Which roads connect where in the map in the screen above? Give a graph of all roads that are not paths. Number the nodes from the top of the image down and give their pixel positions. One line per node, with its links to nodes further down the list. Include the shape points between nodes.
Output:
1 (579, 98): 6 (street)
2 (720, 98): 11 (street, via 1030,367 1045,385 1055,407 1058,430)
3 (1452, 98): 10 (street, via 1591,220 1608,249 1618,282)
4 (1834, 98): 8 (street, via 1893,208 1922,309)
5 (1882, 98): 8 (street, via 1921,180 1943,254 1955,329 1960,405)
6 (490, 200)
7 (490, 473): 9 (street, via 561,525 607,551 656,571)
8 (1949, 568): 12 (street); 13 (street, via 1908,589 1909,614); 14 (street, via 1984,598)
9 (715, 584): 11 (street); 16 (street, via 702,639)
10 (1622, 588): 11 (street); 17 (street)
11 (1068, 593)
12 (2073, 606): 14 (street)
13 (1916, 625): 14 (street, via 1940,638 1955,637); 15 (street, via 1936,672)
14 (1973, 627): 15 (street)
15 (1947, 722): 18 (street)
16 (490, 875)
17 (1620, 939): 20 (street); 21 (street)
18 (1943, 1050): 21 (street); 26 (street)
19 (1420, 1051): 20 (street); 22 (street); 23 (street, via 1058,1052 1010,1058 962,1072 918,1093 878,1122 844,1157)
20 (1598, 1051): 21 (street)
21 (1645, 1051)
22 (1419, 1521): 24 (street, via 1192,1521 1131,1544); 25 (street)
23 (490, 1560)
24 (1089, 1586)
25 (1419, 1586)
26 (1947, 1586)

□ □ □ □ □ □ □

What this task asks for is an exact copy of the material above.

:: EXERCISE SOLUTION ::
Which roads connect where in the map in the screen above? Give a graph of all roads that are not paths. Number the nodes from the top of the image down and give their pixel positions. One line per node, with its links to nodes further down the list. Include the shape points between nodes.
Output:
1 (579, 98): 6 (street)
2 (720, 98): 11 (street, via 1030,367 1045,385 1055,407 1058,430)
3 (1452, 98): 10 (street, via 1591,220 1608,249 1618,282)
4 (1834, 98): 8 (street, via 1893,208 1922,309)
5 (1882, 98): 8 (street, via 1921,180 1943,254 1955,329 1960,405)
6 (490, 200)
7 (490, 473): 9 (street, via 561,525 607,551 656,571)
8 (1949, 568): 12 (street); 13 (street, via 1908,589 1909,614); 14 (street, via 1984,598)
9 (715, 584): 11 (street); 16 (street, via 702,639)
10 (1622, 588): 11 (street); 17 (street)
11 (1068, 593)
12 (2073, 606): 14 (street)
13 (1916, 625): 14 (street, via 1940,638 1955,637); 15 (street, via 1936,672)
14 (1973, 627): 15 (street)
15 (1947, 722): 18 (street)
16 (490, 875)
17 (1620, 939): 20 (street); 21 (street)
18 (1943, 1050): 21 (street); 26 (street)
19 (1420, 1051): 20 (street); 22 (street); 23 (street, via 1058,1052 1010,1058 962,1072 918,1093 878,1122 844,1157)
20 (1598, 1051): 21 (street)
21 (1645, 1051)
22 (1419, 1521): 24 (street, via 1192,1521 1131,1544); 25 (street)
23 (490, 1560)
24 (1089, 1586)
25 (1419, 1586)
26 (1947, 1586)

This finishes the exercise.